▶ ABOUT THIS TASK
Omit all pictures, then print the entries exactly.

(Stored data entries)
++++++++++++++++++++
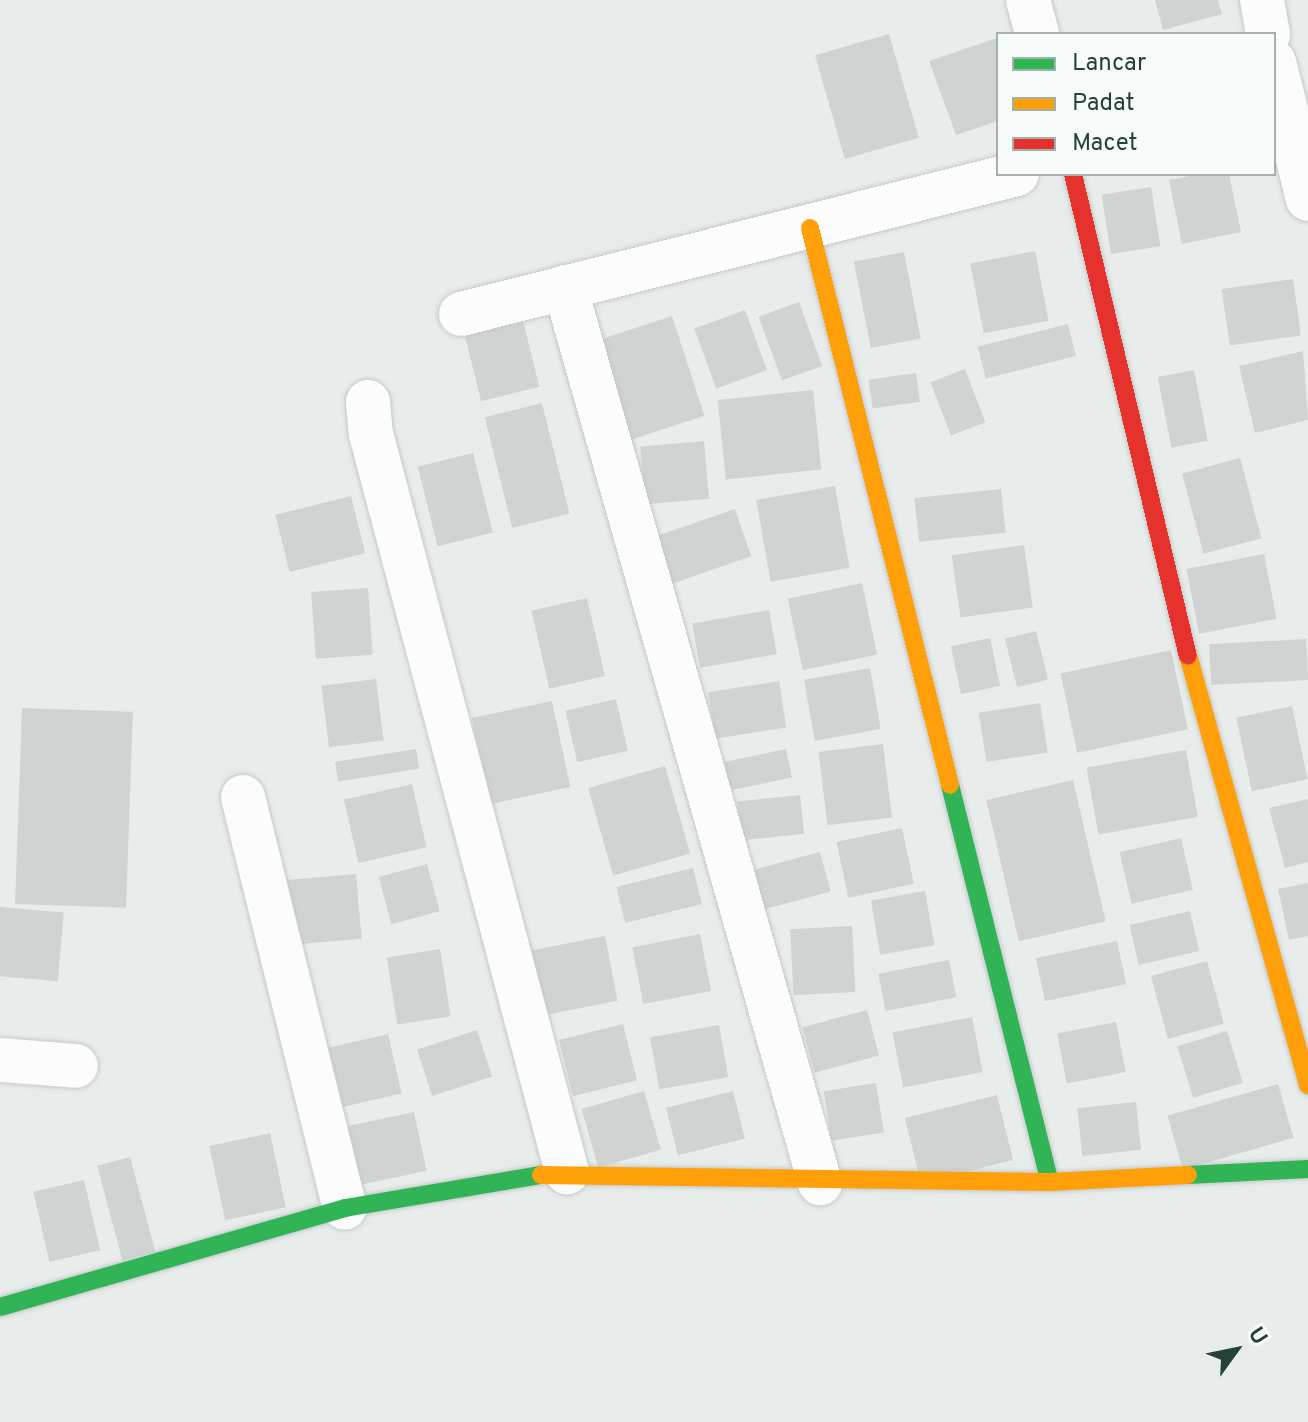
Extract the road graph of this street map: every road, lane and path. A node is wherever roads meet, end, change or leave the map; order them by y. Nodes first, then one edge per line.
1 (1028, 0) edge
2 (1262, 0) edge
3 (1036, 32) edge
4 (1268, 32) edge
5 (1276, 68) edge
6 (1289, 109) edge
7 (1009, 176) edge
8 (1073, 176) edge
9 (1308, 199) edge
10 (810, 228) junction
11 (565, 287) junction
12 (461, 314) dead end
13 (368, 402) dead end
14 (243, 797) dead end
15 (0, 1060) edge
16 (76, 1066) dead end
17 (1308, 1086) edge
18 (1308, 1169) edge
19 (567, 1172) junction
20 (1050, 1182) junction
21 (820, 1183) junction
22 (345, 1208) junction
23 (0, 1307) edge

1 - 3 street
2 - 4 street
5 - 6 street
6 - 9 street
7 - 10 street
8 - 17 street
10 - 11 street
10 - 20 street
11 - 12 street
11 - 21 street
13 - 19 street
14 - 22 street
15 - 16 street
18 - 20 street
19 - 21 street
19 - 22 street
20 - 21 street
22 - 23 street

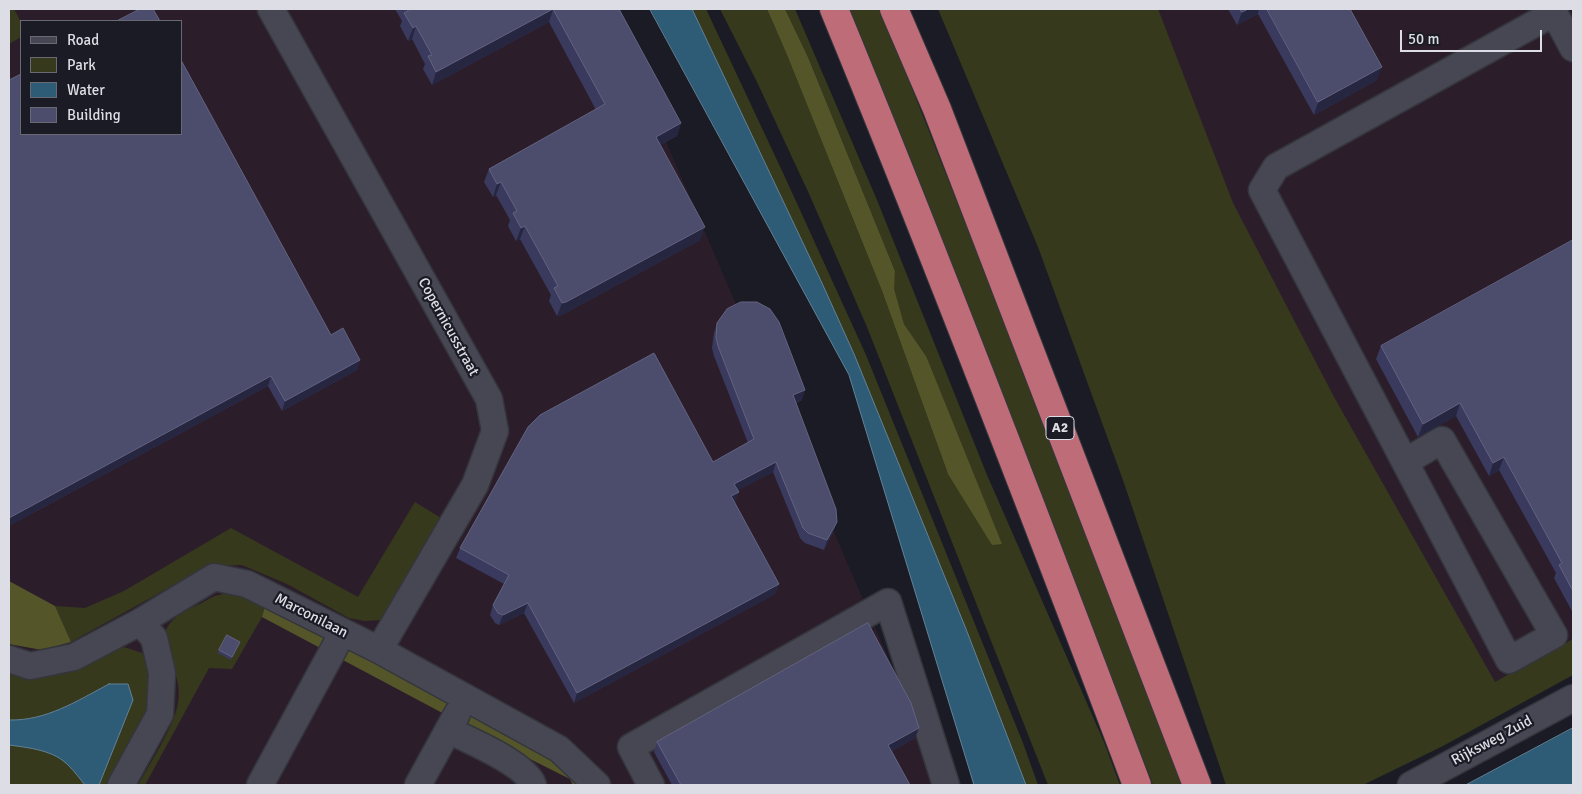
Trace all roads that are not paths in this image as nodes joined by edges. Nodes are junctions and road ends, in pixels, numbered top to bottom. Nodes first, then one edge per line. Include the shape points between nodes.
1 (271, 9) edge
2 (834, 9) edge
3 (894, 9) edge
4 (911, 9) edge
5 (1553, 11) edge
6 (1573, 48) edge
7 (937, 109) junction
8 (1404, 462) junction
9 (140, 622) junction
10 (343, 632) junction
11 (379, 650) junction
12 (9, 659) edge
13 (465, 698) junction
14 (1573, 698) edge
15 (448, 730) junction
16 (122, 785) edge
17 (260, 785) edge
18 (418, 785) edge
19 (533, 785) edge
20 (597, 785) edge
21 (651, 785) edge
22 (946, 785) edge
23 (1137, 785) edge
24 (1197, 785) edge
25 (1411, 785) edge

1 - 11 street, Copernicusstraat via 489,399 495,431 475,485
2 - 23 highway via 915,205
3 - 7 highway, A2
4 - 7 highway, A2
5 - 6 street
5 - 8 street via 1276,167 1262,190
7 - 24 highway, A2
8 - 8 street via 1509,660 1554,635 1442,440
9 - 10 street, Marconilaan via 214,577 247,584
9 - 12 street, Marconilaan via 74,657 30,666
9 - 16 street via 154,638 162,673 160,714
10 - 11 street, Marconilaan
10 - 17 street
11 - 13 street, Marconilaan
13 - 15 street
13 - 20 street, Marconilaan via 559,749
14 - 25 street, Rijksweg Zuid
15 - 18 street
15 - 19 street via 507,760 530,778
21 - 22 street via 631,747 888,602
++++++++++++++++++++
▶ SOLUTION FOR THIS EXERCISE
Extract the road graph of this street map: every road, lane and path. A node is wherever roads meet, end, change or leave the map; order them by y. Nodes first, then one edge per line.
1 (1028, 0) edge
2 (1262, 0) edge
3 (1036, 32) edge
4 (1268, 32) edge
5 (1276, 68) edge
6 (1289, 109) edge
7 (1009, 176) edge
8 (1073, 176) edge
9 (1308, 199) edge
10 (810, 228) junction
11 (565, 287) junction
12 (461, 314) dead end
13 (368, 402) dead end
14 (243, 797) dead end
15 (0, 1060) edge
16 (76, 1066) dead end
17 (1308, 1086) edge
18 (1308, 1169) edge
19 (567, 1172) junction
20 (1050, 1182) junction
21 (820, 1183) junction
22 (345, 1208) junction
23 (0, 1307) edge

1 - 3 street
2 - 4 street
5 - 6 street
6 - 9 street
7 - 10 street
8 - 17 street
10 - 11 street
10 - 20 street
11 - 12 street
11 - 21 street
13 - 19 street
14 - 22 street
15 - 16 street
18 - 20 street
19 - 21 street
19 - 22 street
20 - 21 street
22 - 23 street

Trace all roads that are not paths in this image as nodes joined by edges. Nodes are junctions and road ends, in pixels, numbered top to bottom. Nodes first, then one edge per line. Include the shape points between nodes.
1 (271, 9) edge
2 (834, 9) edge
3 (894, 9) edge
4 (911, 9) edge
5 (1553, 11) edge
6 (1573, 48) edge
7 (937, 109) junction
8 (1404, 462) junction
9 (140, 622) junction
10 (343, 632) junction
11 (379, 650) junction
12 (9, 659) edge
13 (465, 698) junction
14 (1573, 698) edge
15 (448, 730) junction
16 (122, 785) edge
17 (260, 785) edge
18 (418, 785) edge
19 (533, 785) edge
20 (597, 785) edge
21 (651, 785) edge
22 (946, 785) edge
23 (1137, 785) edge
24 (1197, 785) edge
25 (1411, 785) edge

1 - 11 street, Copernicusstraat via 489,399 495,431 475,485
2 - 23 highway via 915,205
3 - 7 highway, A2
4 - 7 highway, A2
5 - 6 street
5 - 8 street via 1276,167 1262,190
7 - 24 highway, A2
8 - 8 street via 1509,660 1554,635 1442,440
9 - 10 street, Marconilaan via 214,577 247,584
9 - 12 street, Marconilaan via 74,657 30,666
9 - 16 street via 154,638 162,673 160,714
10 - 11 street, Marconilaan
10 - 17 street
11 - 13 street, Marconilaan
13 - 15 street
13 - 20 street, Marconilaan via 559,749
14 - 25 street, Rijksweg Zuid
15 - 18 street
15 - 19 street via 507,760 530,778
21 - 22 street via 631,747 888,602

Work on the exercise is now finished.